FHA Net Branch / FHA Affiliate Branch Tips
Many people who are unable to meet the net worth requirements to get FHA approval are making a move to Net Branching, also called Affiliate Branching. It is much faster than getting an FHA Approval, an existing FHA Approved Broker/Lender can have you up and running as a branch very quickly and in some cases at a fairly small cost.
You have two roads to go down when you decide to become a branch of someone else, Broker or Banker. Some companies claim to do both, but more and more lenders are putting restrictions on allowing FHA Lenders to broker them loans. They are realizing that when another banker decides to broker a loan, it usually isn’t a very good one. Keep this in mind, if prefer to broker then go with a FHA Branching Company that CANNOT underwrite and close their own FHA Loans, if you want to go for the banker side then you will need one that can. We’ll look at both types of FHA Lenders below.

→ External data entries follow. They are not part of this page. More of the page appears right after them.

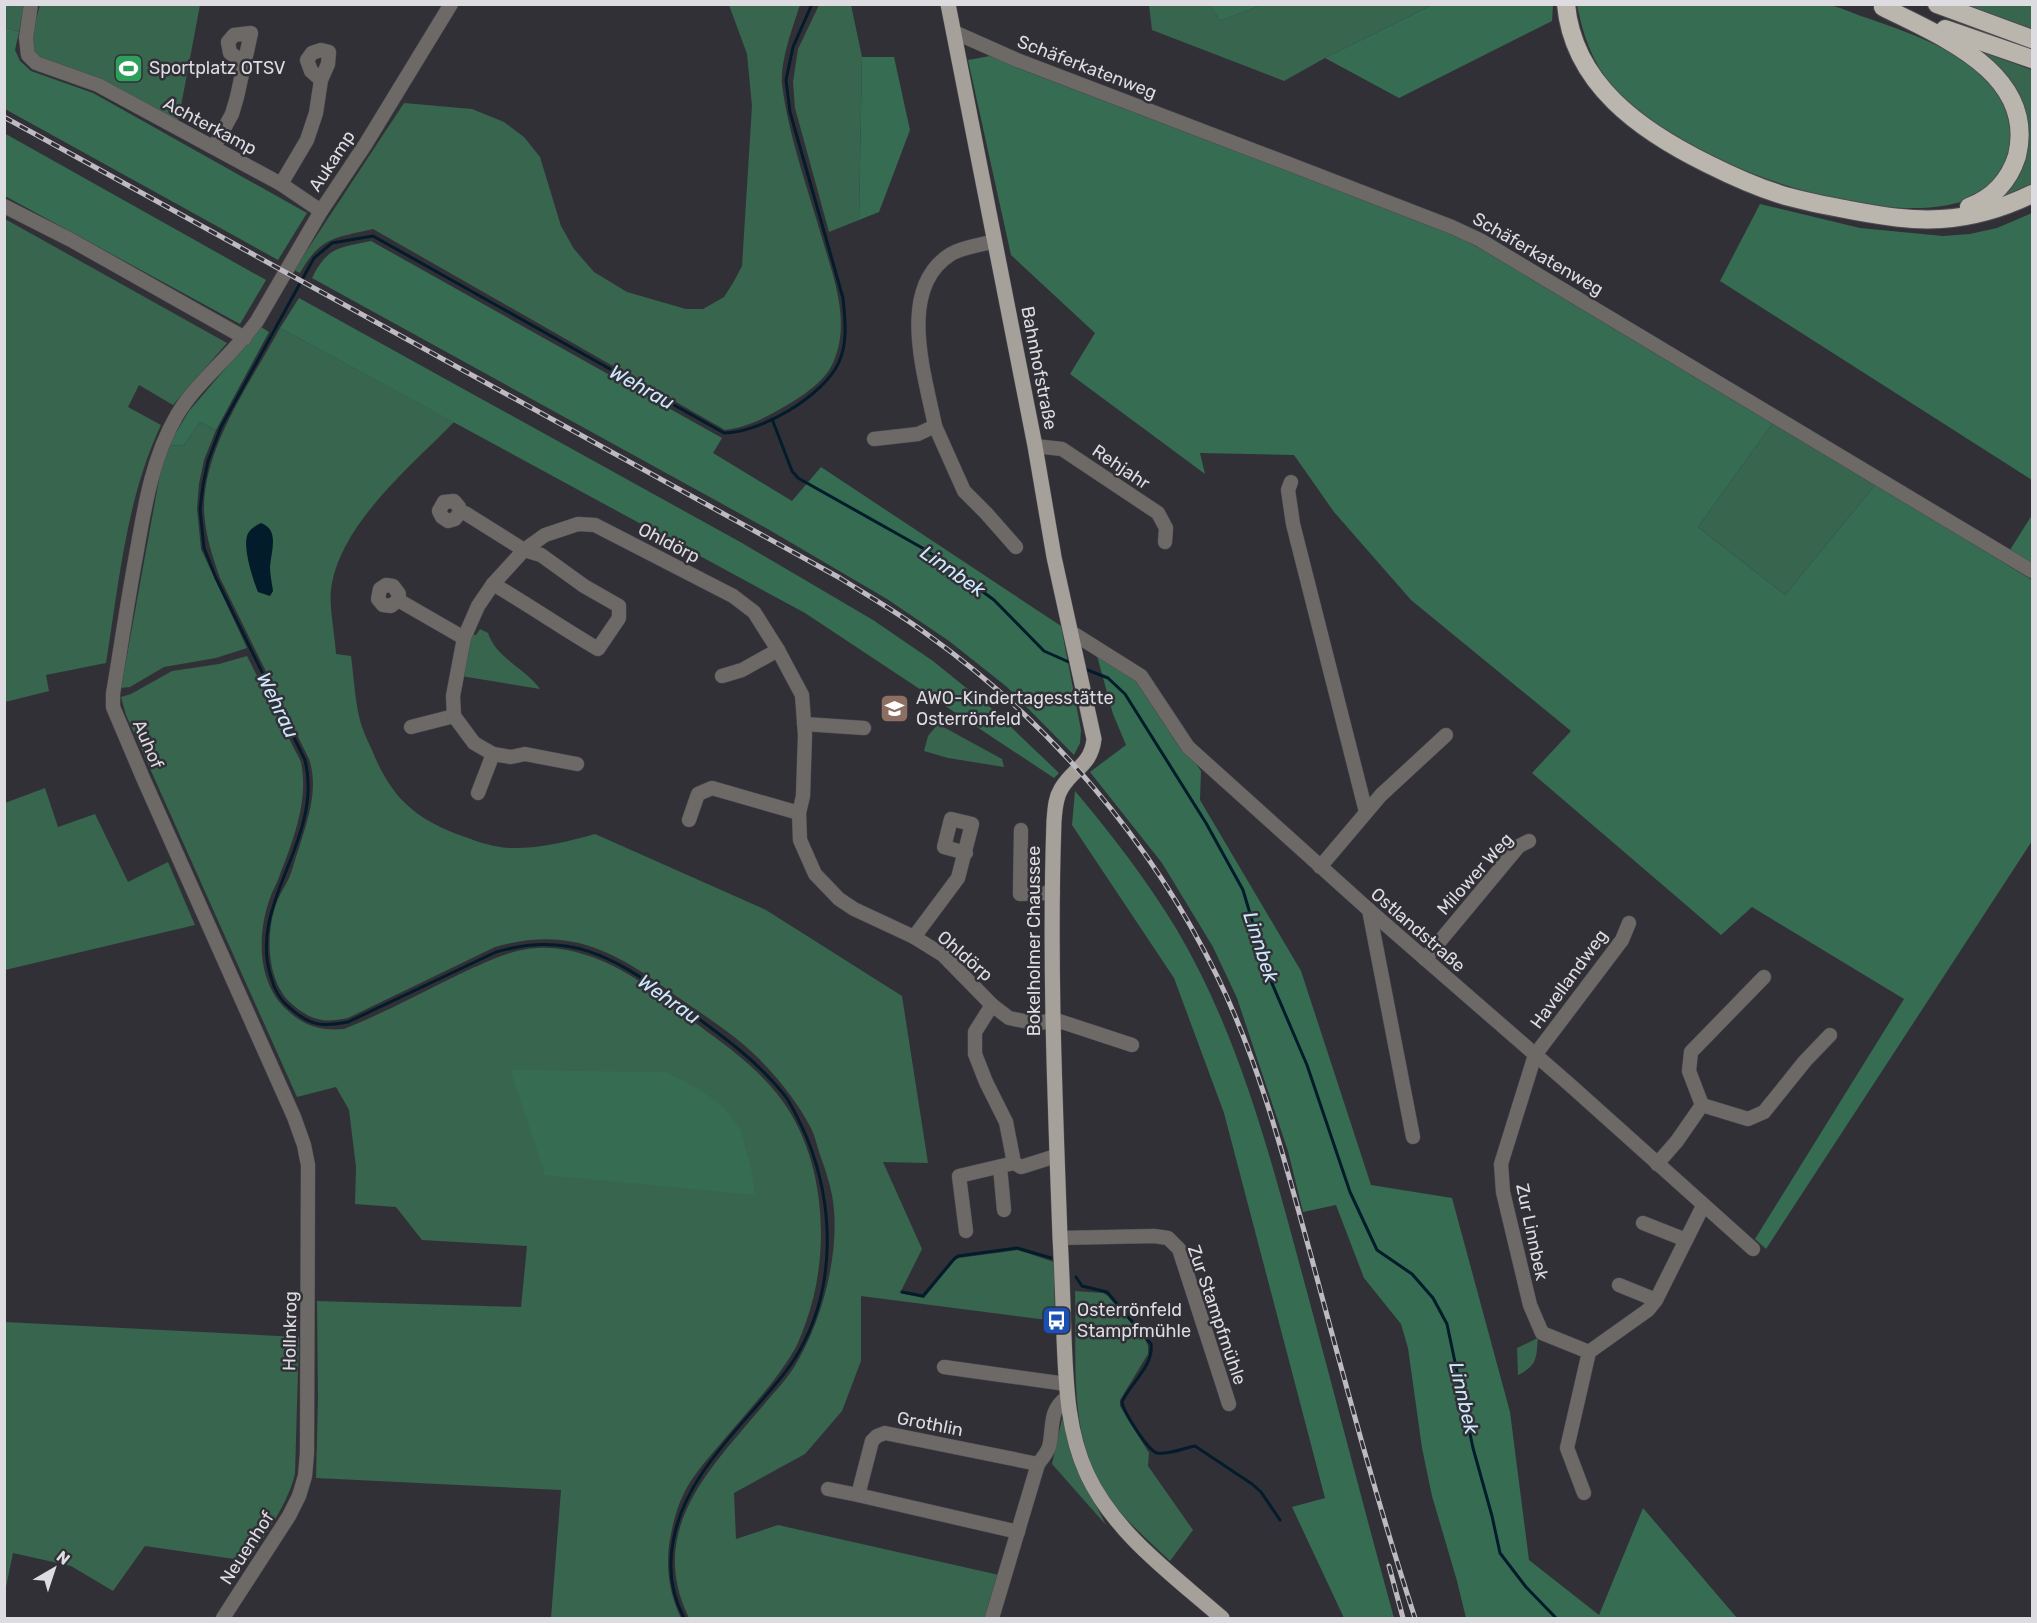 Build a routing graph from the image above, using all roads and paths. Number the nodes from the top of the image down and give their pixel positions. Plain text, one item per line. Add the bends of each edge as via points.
1 (451, 4) edge
2 (948, 4) edge
3 (1566, 4) edge
4 (1937, 4) edge
5 (31, 6) edge
6 (1879, 6) edge
7 (954, 32) junction
8 (2032, 39) edge
9 (245, 59) dead end
10 (2032, 60) edge
11 (321, 80) dead end
12 (214, 147) junction
13 (281, 184) junction
14 (2032, 194) edge
15 (4, 206) edge
16 (321, 211) junction
17 (1914, 218) junction
18 (995, 241) junction
19 (245, 338) junction
20 (935, 426) junction
21 (874, 439) dead end
22 (1035, 446) junction
23 (1290, 486) dead end
24 (460, 512) dead end
25 (1165, 542) dead end
26 (1016, 547) dead end
27 (524, 550) junction
28 (2032, 571) edge
29 (493, 584) junction
30 (398, 600) dead end
31 (1071, 632) junction
32 (464, 638) junction
33 (778, 650) junction
34 (722, 676) dead end
35 (454, 716) junction
36 (804, 724) junction
37 (411, 727) dead end
38 (864, 728) dead end
39 (1446, 735) dead end
40 (1094, 739) joint
41 (493, 754) junction
42 (577, 764) dead end
43 (478, 793) dead end
44 (1366, 812) junction
45 (799, 813) junction
46 (689, 820) dead end
47 (1021, 830) dead end
48 (1529, 841) dead end
49 (966, 853) dead end
50 (1320, 867) junction
51 (1053, 893) junction
52 (1369, 910) junction
53 (1629, 923) dead end
54 (914, 937) junction
55 (1425, 959) junction
56 (1764, 977) dead end
57 (992, 1005) junction
58 (1053, 1019) junction
59 (1830, 1035) dead end
60 (1132, 1046) dead end
61 (1535, 1055) junction
62 (1702, 1105) junction
63 (1413, 1137) dead end
64 (1056, 1156) junction
65 (1657, 1164) junction
66 (308, 1165) joint
67 (1007, 1165) junction
68 (1703, 1206) junction
69 (1004, 1210) dead end
70 (1642, 1223) dead end
71 (966, 1231) dead end
72 (1060, 1238) junction
73 (1686, 1240) junction
74 (1753, 1249) dead end
75 (1619, 1285) dead end
76 (1656, 1300) junction
77 (1589, 1352) junction
78 (944, 1367) dead end
79 (1066, 1386) junction
80 (1229, 1404) dead end
81 (1038, 1464) junction
82 (828, 1488) dead end
83 (1584, 1493) dead end
84 (858, 1495) junction
85 (299, 1496) joint
86 (1018, 1532) junction
87 (223, 1618) edge
88 (992, 1618) edge
89 (1222, 1618) edge

1 - 16 street, Aukamp
2 - 7 main road, Bahnhofstraße
3 - 17 highway via 1578,53 1592,76 1624,112 1649,131 1720,170 1779,194 1860,212
4 - 8 highway
5 - 12 street, Achterkamp via 26,38 28,55 36,63 98,85
6 - 10 highway
6 - 17 highway via 1990,67 2014,98 2020,120 2021,137 2013,168 1988,198 1957,211
7 - 18 main road, Bahnhofstraße
7 - 28 street, Schäferkatenweg via 1480,240
9 - 12 street via 232,114
11 - 13 street via 307,140
12 - 13 street, Achterkamp
13 - 16 street, Achterkamp
14 - 17 highway via 2005,207 1964,216
15 - 19 street
16 - 19 street, Aukamp
18 - 20 street via 954,252 929,275 923,290 919,305 920,344
18 - 22 main road, Bahnhofstraße
19 - 66 street, Auhof via 178,413 158,456 131,583 113,707 294,1117
20 - 21 street via 918,434
20 - 26 street via 964,491
22 - 25 street, Rehjahr via 1062,449 1158,513 1166,528
22 - 31 main road, Bahnhofstraße
23 - 44 street via 1293,524
24 - 27 street
27 - 29 street, Ohldörp
27 - 29 street via 541,555 619,606 619,618 598,648
27 - 33 street, Ohldörp via 559,530 578,524 595,525 733,596 754,612
29 - 32 street, Ohldörp
30 - 32 street
31 - 40 main road, Bahnhofstraße
31 - 50 street, Ostlandstraße via 1141,676 1188,747
32 - 35 street, Ohldörp via 453,696
33 - 34 street
33 - 36 street, Ohldörp via 802,695
35 - 37 street
35 - 41 street via 474,743
36 - 38 street
36 - 45 street, Ohldörp via 803,796
39 - 44 street
40 - 51 main road, Bokelholmer Chaussee via 1087,761 1056,799
41 - 42 street via 525,754
41 - 43 street
44 - 50 street
45 - 46 street via 712,788 698,794
45 - 54 street, Ohldörp via 800,840 815,874 854,909
47 - 51 street via 1020,894
48 - 55 street, Milower Weg via 1520,846
49 - 54 street via 958,878
50 - 52 street, Ostlandstraße
51 - 58 main road, Bokelholmer Chaussee
52 - 55 street, Ostlandstraße
52 - 63 street
53 - 61 street, Havellandweg via 1622,940
54 - 57 street, Ohldörp via 943,955
55 - 61 street, Ostlandstraße
56 - 62 street via 1691,1052 1689,1071
57 - 58 street, Ohldörp via 1009,1018 1038,1024
57 - 67 street, Ohldörp via 975,1032 975,1054 1006,1122
58 - 60 street
58 - 64 main road, Bokelholmer Chaussee
59 - 62 street via 1764,1112 1748,1119
61 - 65 street, Ostlandstraße
61 - 77 street, Zur Linnbek via 1501,1164 1503,1192 1530,1305 1542,1333
62 - 65 street
64 - 67 street via 1021,1167
64 - 72 main road, Bokelholmer Chaussee
65 - 68 street, Ostlandstraße
66 - 85 street, Hollnkrog via 307,1453
67 - 69 street
67 - 71 street via 959,1176
68 - 73 street
68 - 74 street, Ostlandstraße
70 - 73 street
72 - 79 main road, Bokelholmer Chaussee
72 - 80 street, Zur Stampfmühle via 1168,1238 1179,1249
73 - 76 street
75 - 76 street
76 - 77 street
77 - 83 street via 1567,1448
78 - 79 street
79 - 81 street via 1050,1430 1049,1447
79 - 89 main road, Bokelholmer Chaussee via 1081,1459 1107,1510
81 - 84 street, Grothlin via 885,1433 872,1441
81 - 86 street
82 - 84 street
84 - 86 street
85 - 87 street, Neuenhof
86 - 88 street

Being a Branch of an FHA Approved Broker
As a broker you send your FHA Loans to any wholesale lender you want. If one wholesale lender is running slow in underwriting, you can send to another one. If one lender changes a guideline you don’t like you can just send your loans to another one.
The downside to being a branch of a broker is the pricing. You have too many hands in the pie, the branching company who you work for will need to make money on every loan and the wholesale lender you send the loan to will need to make money on each loan.
Being a Branch of an FHA Approved Lender
When you are a branch of an FHA Approved lender, you lose the options of brokering. There are some lenders who will let another lender broker to them, but no always. This is also changing rapidly because lenders are seeing the loans brokered from other lenders are usually lower quality. The lender you work for becomes your primary place to have your loans underwritten and closed. This means if the company you work for changes guidelines, or has slow underwriting time, there is not much you can do about it. You are locked into the lender you work for.
The positive side is pricing - in most cases. The company just earns the same amount per loan that any wholesale lender would and you are not charged any additional fees. The lender offers you their normal wholesale pricing in return for the business, just like they would a broker.
When I was a net branch I always went with a smaller Lender and made sure I had a good relationship with the owners/executives. My company does not allow any net branching, I don’t really believe in the concept from the lender side. This may sound hypocritical since I was a branch once, but with the current state of the market we are only hiring tradition branch managers so we can maintain a higher level of control over our branches and the quality of our loans.